* Problem *
All lines holding the string "Dalton" should be copied from the data below.

--- Data provided Enclosed Below ---

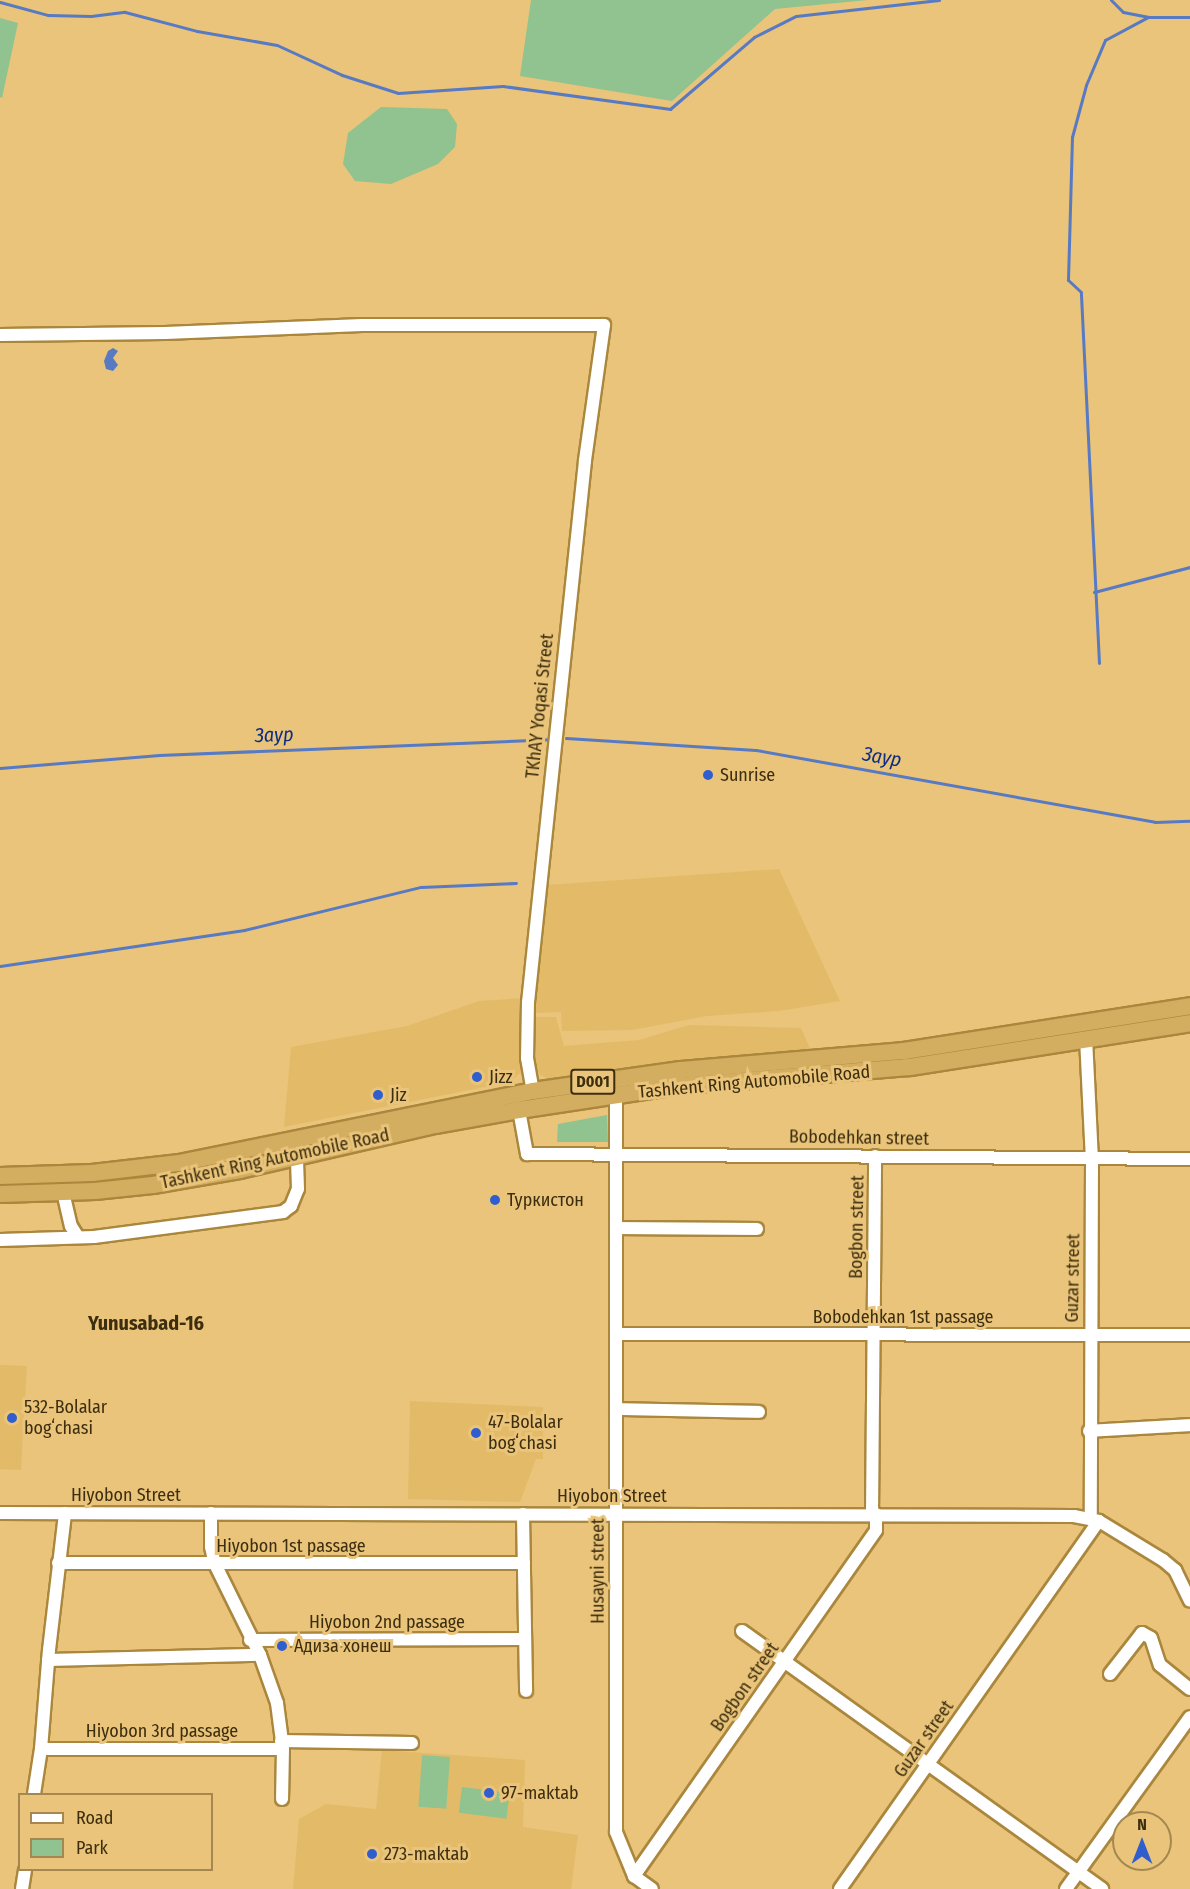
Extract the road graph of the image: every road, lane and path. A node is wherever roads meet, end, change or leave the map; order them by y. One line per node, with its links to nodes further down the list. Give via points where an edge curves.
1 (0, 335): 6 (street, TKhAY Yoqasi Street, via 362,325 604,325 585,461 528,1002 527,1058)
2 (1190, 1006): 5 (highway, Tashkent Ring Automobile Road / D001)
3 (1190, 1023): 4 (highway, Tashkent Ring Automobile Road / D001)
4 (1086, 1038): 5 (highway, Tashkent Ring Automobile Road / D001, via 910,1067); 12 (street, Guzar street)
5 (772, 1070): 6 (highway, Tashkent Ring Automobile Road / D001, via 652,1073); 7 (highway, Tashkent Ring Automobile Road / D001)
6 (533, 1091): 9 (highway, Tashkent Ring Automobile Road / D001)
7 (616, 1095): 8 (highway, Tashkent Ring Automobile Road / D001); 10 (street, Husayni street)
8 (519, 1110): 9 (highway, Tashkent Ring Automobile Road / D001); 10 (street, Bobodehkan street, via 527,1154)
9 (296, 1149): 14 (highway, Tashkent Ring Automobile Road / D001, via 63,1175); 15 (highway, Tashkent Ring Automobile Road / D001, via 153,1185); 19 (street, via 298,1189 291,1206 283,1212)
10 (615, 1154): 11 (street, Bobodehkan street); 17 (street, Husayni street)
11 (876, 1156): 12 (street, Bobodehkan street); 24 (street, Bogbon street)
12 (1092, 1159): 13 (street, Bobodehkan street); 22 (street, Guzar street)
13 (1190, 1159)
14 (0, 1176)
15 (63, 1192): 16 (highway, Tashkent Ring Automobile Road / D001); 19 (street, via 70,1226)
16 (0, 1194)
17 (615, 1228): 18 (street); 21 (street, Husayni street)
18 (758, 1229)
19 (78, 1237): 20 (street)
20 (0, 1240)
21 (615, 1334): 24 (street, Bobodehkan 1st passage); 25 (street, Husayni street)
22 (1090, 1335): 23 (street, Bobodehkan 1st passage); 24 (street, Bobodehkan 1st passage); 28 (street, Guzar street)
23 (1190, 1335)
24 (874, 1336): 34 (street, Bogbon street)
25 (616, 1409): 26 (street); 33 (street, Husayni street)
26 (759, 1412)
27 (1190, 1425): 28 (street)
28 (1089, 1431): 35 (street, Guzar street)
29 (0, 1513): 30 (street, Hiyobon Street)
30 (65, 1513): 31 (street, Hiyobon Street); 36 (street)
31 (211, 1513): 32 (street, Hiyobon Street); 38 (street)
32 (523, 1514): 33 (street, Hiyobon Street); 37 (street)
33 (617, 1514): 34 (street, Hiyobon Street); 58 (street, Husayni street, via 615,1832)
34 (874, 1514): 35 (street, Hiyobon Street, via 1034,1514); 45 (street, Bogbon street, via 876,1530)
35 (1095, 1520): 39 (street, Hiyobon Street, via 1175,1570); 53 (street, Guzar street)
36 (58, 1563): 38 (street, Hiyobon 1st passage); 44 (street)
37 (524, 1563): 38 (street, Hiyobon 1st passage); 41 (street)
38 (215, 1564): 42 (street)
39 (1190, 1601)
40 (742, 1631): 45 (street)
41 (525, 1639): 42 (street, Hiyobon 2nd passage); 48 (street)
42 (250, 1640): 43 (street)
43 (260, 1655): 44 (street); 51 (street, via 277,1703)
44 (48, 1660): 52 (street)
45 (785, 1663): 53 (street); 58 (street, Bogbon street)
46 (1110, 1674): 47 (street, via 1142,1633 1151,1638 1158,1663)
47 (1190, 1689)
48 (526, 1691)
49 (1190, 1717): 57 (street)
50 (412, 1743): 51 (street, Hiyobon 3rd passage)
51 (282, 1745): 52 (street, Hiyobon 3rd passage); 55 (street)
52 (41, 1749): 54 (street)
53 (928, 1766): 57 (street); 61 (street, Guzar street)
54 (34, 1793)
55 (282, 1799)
56 (25, 1871): 59 (street)
57 (1078, 1872): 62 (street); 63 (street)
58 (634, 1876): 60 (street)
59 (22, 1889)
60 (652, 1889)
61 (840, 1889)
62 (1066, 1889)
63 (1102, 1889)

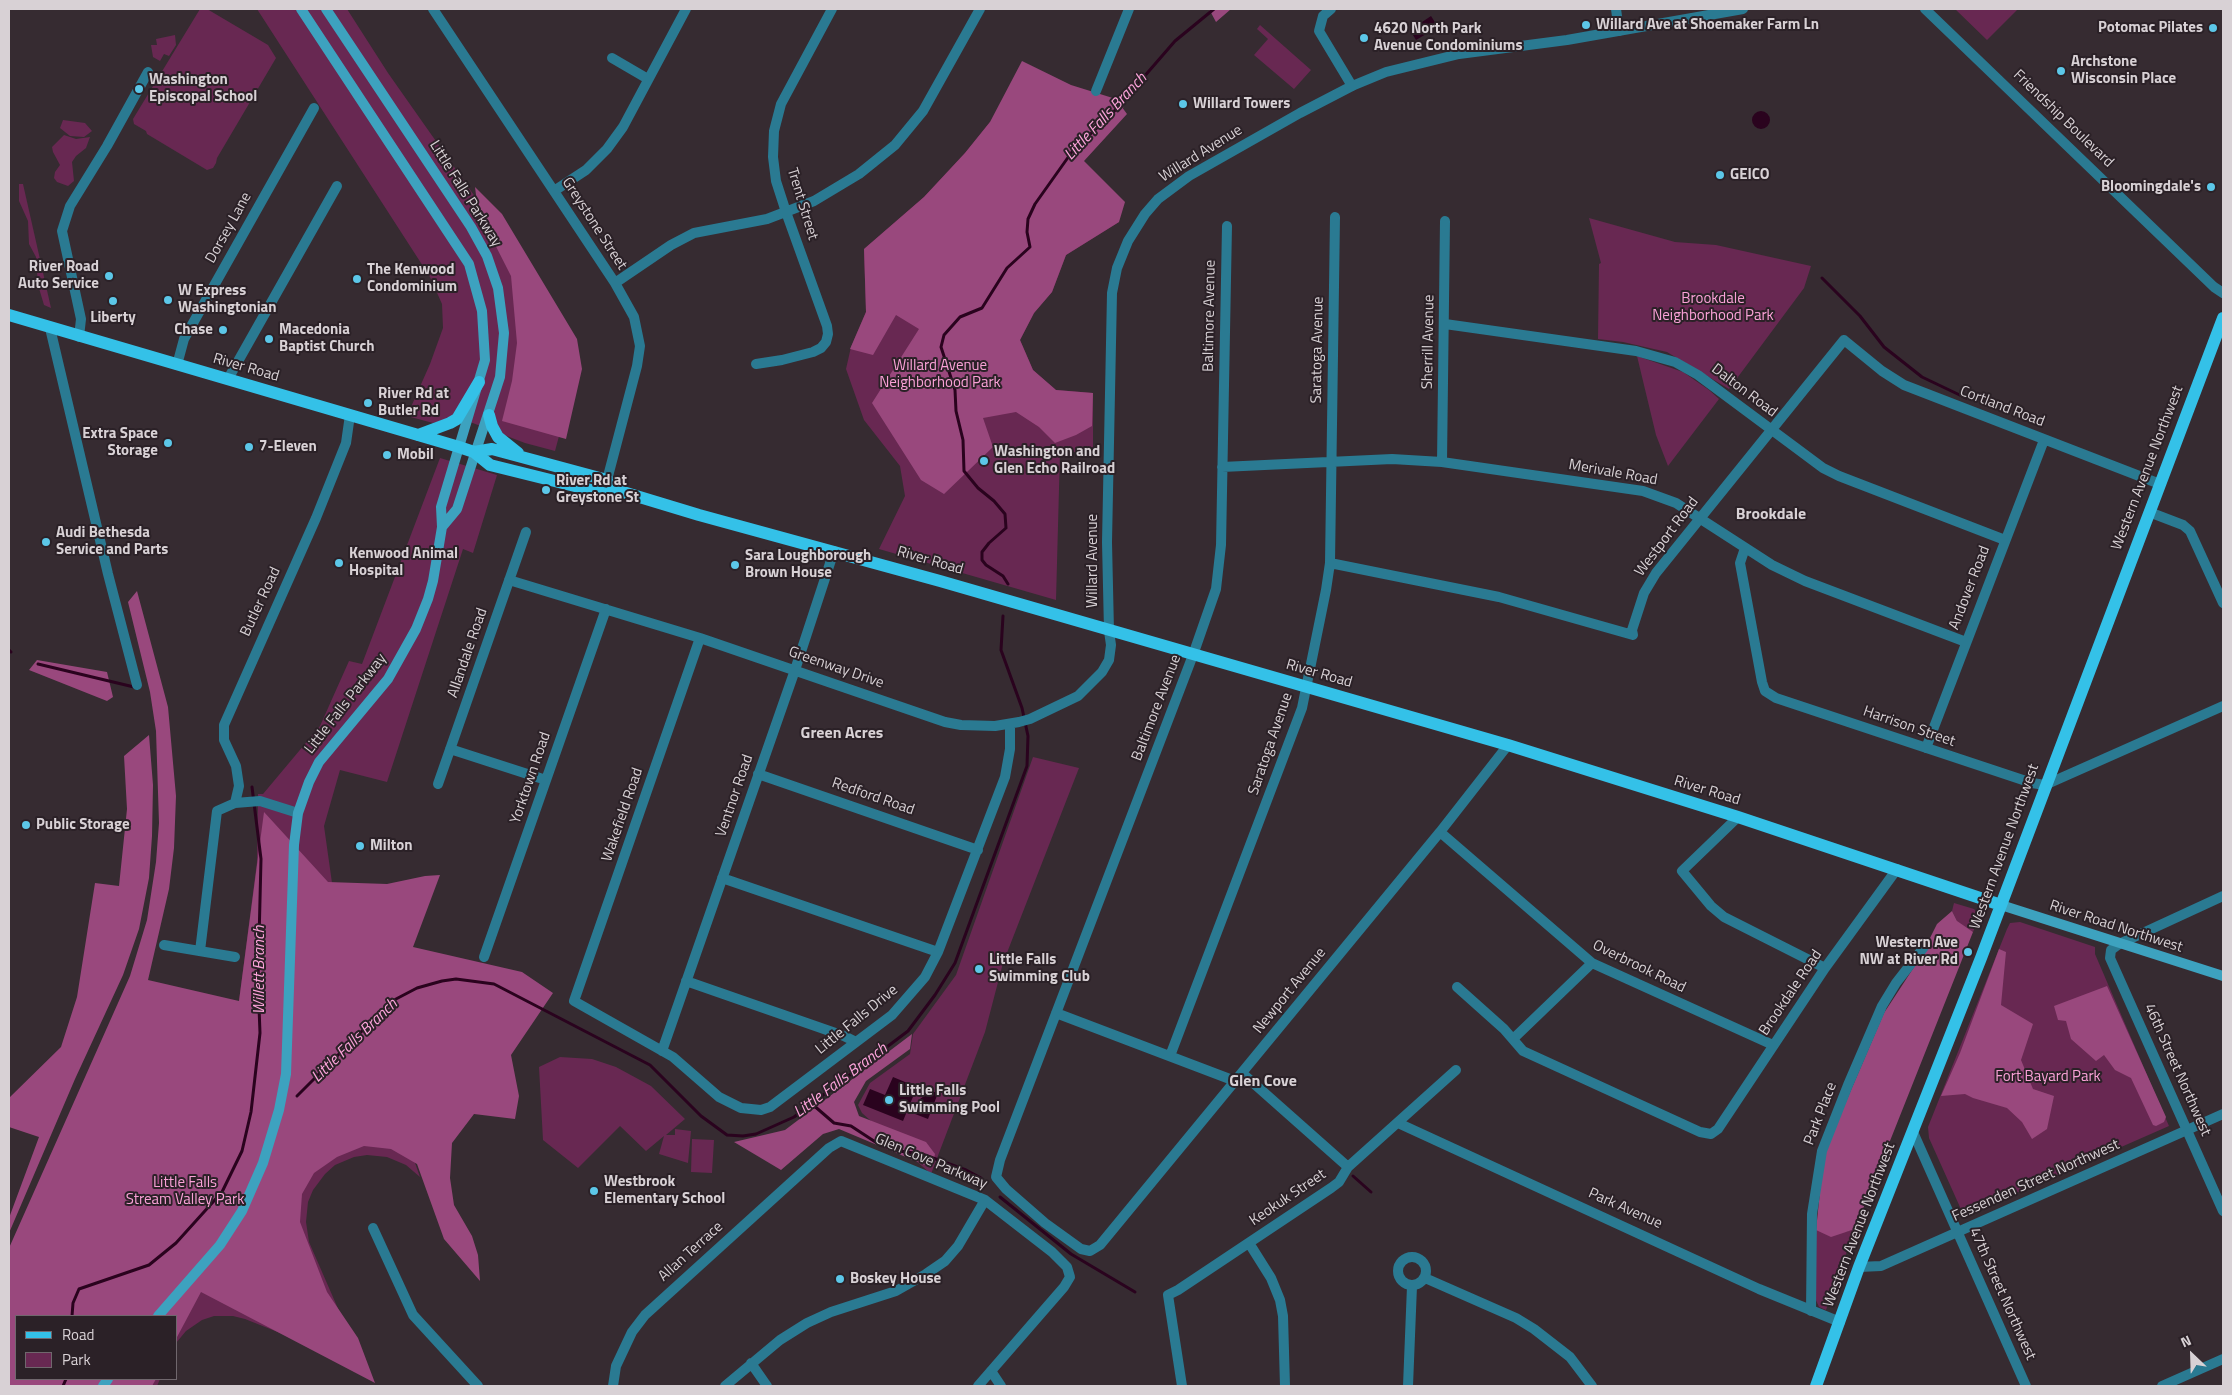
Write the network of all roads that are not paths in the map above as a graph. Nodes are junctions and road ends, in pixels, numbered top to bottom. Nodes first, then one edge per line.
1 (301, 9) edge
2 (326, 9) edge
3 (433, 9) edge
4 (686, 9) edge
5 (832, 9) edge
6 (980, 9) edge
7 (1129, 9) edge
8 (1331, 9) edge
9 (1616, 9) edge
10 (1743, 9) edge
11 (1925, 9) edge
12 (1619, 30) junction
13 (612, 58) dead end
14 (148, 72) dead end
15 (648, 79) junction
16 (1352, 86) junction
17 (1096, 91) dead end
18 (314, 108) dead end
19 (338, 186) dead end
20 (554, 191) junction
21 (786, 212) junction
22 (1334, 217) dead end
23 (1446, 221) dead end
24 (1227, 226) dead end
25 (615, 283) junction
26 (2223, 292) edge
27 (9, 315) edge
28 (2223, 318) edge
29 (1445, 324) junction
30 (50, 328) junction
31 (79, 336) junction
32 (1844, 340) joint
33 (756, 364) dead end
34 (177, 365) junction
35 (228, 379) junction
36 (479, 382) junction
37 (350, 415) junction
38 (489, 415) junction
39 (1770, 430) junction
40 (418, 435) junction
41 (2044, 440) junction
42 (459, 447) junction
43 (474, 452) junction
44 (527, 459) junction
45 (1332, 461) junction
46 (1442, 462) junction
47 (1222, 467) junction
48 (608, 480) junction
49 (552, 481) junction
50 (2160, 484) junction
51 (623, 492) junction
52 (2149, 512) junction
53 (1699, 517) junction
54 (442, 527) junction
55 (526, 532) dead end
56 (2005, 540) junction
57 (1745, 548) junction
58 (834, 551) junction
59 (1330, 563) junction
60 (509, 580) junction
61 (2223, 603) edge
62 (606, 609) junction
63 (1109, 631) junction
64 (700, 638) junction
65 (1966, 642) junction
66 (1193, 655) junction
67 (795, 670) junction
68 (137, 685) dead end
69 (1306, 687) junction
70 (2223, 706) edge
71 (1014, 723) junction
72 (1508, 745) junction
73 (1926, 748) junction
74 (450, 749) junction
75 (758, 774) junction
76 (546, 780) junction
77 (438, 784) dead end
78 (2046, 785) junction
79 (235, 802) junction
80 (298, 813) junction
81 (1738, 817) junction
82 (1440, 832) junction
83 (978, 850) junction
84 (1897, 869) junction
85 (722, 878) junction
86 (2223, 896) edge
87 (2000, 905) junction
88 (2118, 944) junction
89 (164, 945) dead end
90 (1924, 947) dead end
91 (200, 951) junction
92 (938, 952) junction
93 (235, 957) dead end
94 (484, 957) dead end
95 (1592, 963) junction
96 (1825, 968) junction
97 (2223, 976) edge
98 (686, 981) junction
99 (1457, 987) dead end
100 (574, 1001) joint
101 (1056, 1014) junction
102 (1512, 1038) junction
103 (856, 1042) junction
104 (1773, 1045) junction
105 (662, 1050) junction
106 (1170, 1056) junction
107 (1456, 1070) dead end
108 (1242, 1072) junction
109 (1235, 1081) junction
110 (2223, 1114) edge
111 (1398, 1123) junction
112 (2187, 1130) junction
113 (1913, 1132) junction
114 (841, 1141) joint
115 (1348, 1167) junction
116 (996, 1177) joint
117 (986, 1200) junction
118 (2223, 1211) edge
119 (373, 1228) dead end
120 (1958, 1232) junction
121 (1249, 1243) junction
122 (1090, 1251) joint
123 (1859, 1267) junction
124 (1425, 1278) junction
125 (1412, 1286) junction
126 (1811, 1311) junction
127 (159, 1315) edge
128 (1840, 1322) junction
129 (2223, 1359) edge
130 (751, 1363) junction
131 (991, 1371) junction
132 (478, 1386) edge
133 (613, 1386) edge
134 (725, 1386) edge
135 (767, 1386) edge
136 (978, 1386) edge
137 (1001, 1386) edge
138 (1182, 1386) edge
139 (1285, 1386) edge
140 (1408, 1386) edge
141 (1592, 1386) edge
142 (1816, 1386) edge
143 (2026, 1386) edge
144 (2162, 1386) edge

1 - 36 main road, Little Falls Parkway
2 - 38 main road, Little Falls Parkway
3 - 20 street, Greystone Street
4 - 15 street
5 - 21 street, Trent Street
6 - 21 street
7 - 17 street
8 - 16 street
9 - 12 street
10 - 12 street, Willard Avenue
11 - 26 street, Friendship Boulevard
12 - 16 street, Willard Avenue
13 - 15 street
14 - 31 street
15 - 20 street
16 - 63 street, Willard Avenue
18 - 34 street, Dorsey Lane
19 - 35 street
20 - 25 street, Greystone Street
21 - 25 street
21 - 33 street, Trent Street
22 - 45 street, Saratoga Avenue
23 - 29 street, Sherrill Avenue
24 - 47 street, Baltimore Avenue
25 - 48 street, Greystone Street
27 - 30 main road, River Road
28 - 50 main road, Western Avenue Northwest
29 - 39 street, Dalton Road
29 - 46 street, Sherrill Avenue
30 - 31 main road, River Road
30 - 68 street
31 - 34 main road, River Road
32 - 39 street, Westport Road
32 - 41 street, Cortland Road
34 - 35 main road, River Road
35 - 37 main road, River Road
36 - 40 main road
36 - 42 main road, Little Falls Parkway
37 - 40 main road, River Road
37 - 79 street, Butler Road
38 - 43 main road, Little Falls Parkway
38 - 44 main road
39 - 53 street, Westport Road
39 - 56 street, Dalton Road
40 - 42 main road, River Road
41 - 50 street, Cortland Road
41 - 56 street, Andover Road
42 - 43 main road, River Road
42 - 54 main road, Little Falls Parkway
43 - 44 main road, River Road
43 - 49 main road, River Road
43 - 54 main road, Little Falls Parkway
44 - 48 main road, River Road
45 - 46 street, Merivale Road
45 - 47 street, Merivale Road
45 - 59 street, Saratoga Avenue
46 - 53 street, Merivale Road
47 - 66 street, Baltimore Avenue
48 - 49 main road
48 - 51 main road, River Road
49 - 51 main road, River Road
50 - 52 main road, Western Avenue Northwest
51 - 58 main road, River Road
52 - 61 street
52 - 78 main road, Western Avenue Northwest
53 - 57 street, Merivale Road
53 - 59 street, Westport Road
54 - 80 main road, Little Falls Parkway
55 - 60 street, Allandale Road
56 - 65 street, Andover Road
57 - 65 street, Merivale Road
57 - 73 street, Harrison Street
58 - 63 main road, River Road
58 - 67 street, Ventnor Road
59 - 69 street, Saratoga Avenue
60 - 62 street, Greenway Drive
60 - 74 street, Allandale Road
62 - 64 street, Greenway Drive
62 - 76 street, Yorktown Road
63 - 66 main road, River Road
63 - 71 street, Greenway Drive
64 - 67 street, Greenway Drive
64 - 100 street, Wakefield Road
65 - 73 street, Andover Road
66 - 69 main road, River Road
66 - 101 street, Baltimore Avenue
67 - 71 street, Greenway Drive
67 - 75 street, Ventnor Road
69 - 72 main road, River Road
69 - 106 street, Saratoga Avenue
70 - 78 street
71 - 83 street, Little Falls Drive
72 - 81 main road, River Road
72 - 82 street, Newport Avenue
73 - 78 street, Harrison Street
74 - 76 street
74 - 77 street, Allandale Road
75 - 83 street, Redford Road
75 - 85 street, Ventnor Road
76 - 94 street, Yorktown Road
78 - 87 main road, Western Avenue Northwest
79 - 80 street
79 - 91 street
80 - 127 main road, Little Falls Parkway
81 - 84 main road, River Road
81 - 96 street
82 - 95 street, Overbrook Road
82 - 108 street, Newport Avenue
83 - 92 street, Little Falls Drive
84 - 87 main road, River Road
84 - 96 street, Brookdale Road
85 - 92 street
85 - 98 street, Ventnor Road
86 - 88 street
87 - 88 main road, River Road Northwest
87 - 113 main road, Western Avenue Northwest
88 - 97 main road, River Road Northwest
88 - 112 street, 46th Street Northwest
89 - 91 street
90 - 126 street, Park Place
91 - 93 street
92 - 103 street, Little Falls Drive
95 - 102 street
95 - 104 street, Overbrook Road
96 - 104 street, Brookdale Road
98 - 103 street
98 - 105 street, Ventnor Road
99 - 102 street
100 - 105 street, Little Falls Drive
101 - 106 street
101 - 116 street, Baltimore Avenue
102 - 104 street, Brookdale Road
103 - 105 street, Little Falls Drive
106 - 109 street
107 - 111 street, Keokuk Street
108 - 109 street, Newport Avenue
108 - 115 street
109 - 122 street, Newport Avenue
110 - 112 street, Fessenden Street Northwest
111 - 115 street, Keokuk Street
111 - 126 street, Park Avenue
112 - 118 street, 46th Street Northwest
112 - 120 street, Fessenden Street Northwest
113 - 120 street, 47th Street Northwest
113 - 123 main road, Western Avenue Northwest
114 - 117 street, Glen Cove Parkway
114 - 133 street, Allan Terrace
115 - 121 street, Keokuk Street
116 - 122 street, Glen Cove Parkway
117 - 130 street
117 - 131 street, Glen Cove Parkway
119 - 132 street
120 - 123 street, Fessenden Street Northwest
120 - 143 street, 47th Street Northwest
121 - 138 street, Keokuk Street
121 - 139 street
123 - 128 main road, Western Avenue Northwest
124 - 125 street
124 - 125 street
124 - 141 street
125 - 140 street
126 - 128 street, Park Avenue
128 - 142 main road, Western Avenue Northwest
129 - 144 street
130 - 134 street
130 - 135 street
131 - 136 street
131 - 137 street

--- End of Enclosed Data provided ---

* Result of this task *
29 - 39 street, Dalton Road
39 - 56 street, Dalton Road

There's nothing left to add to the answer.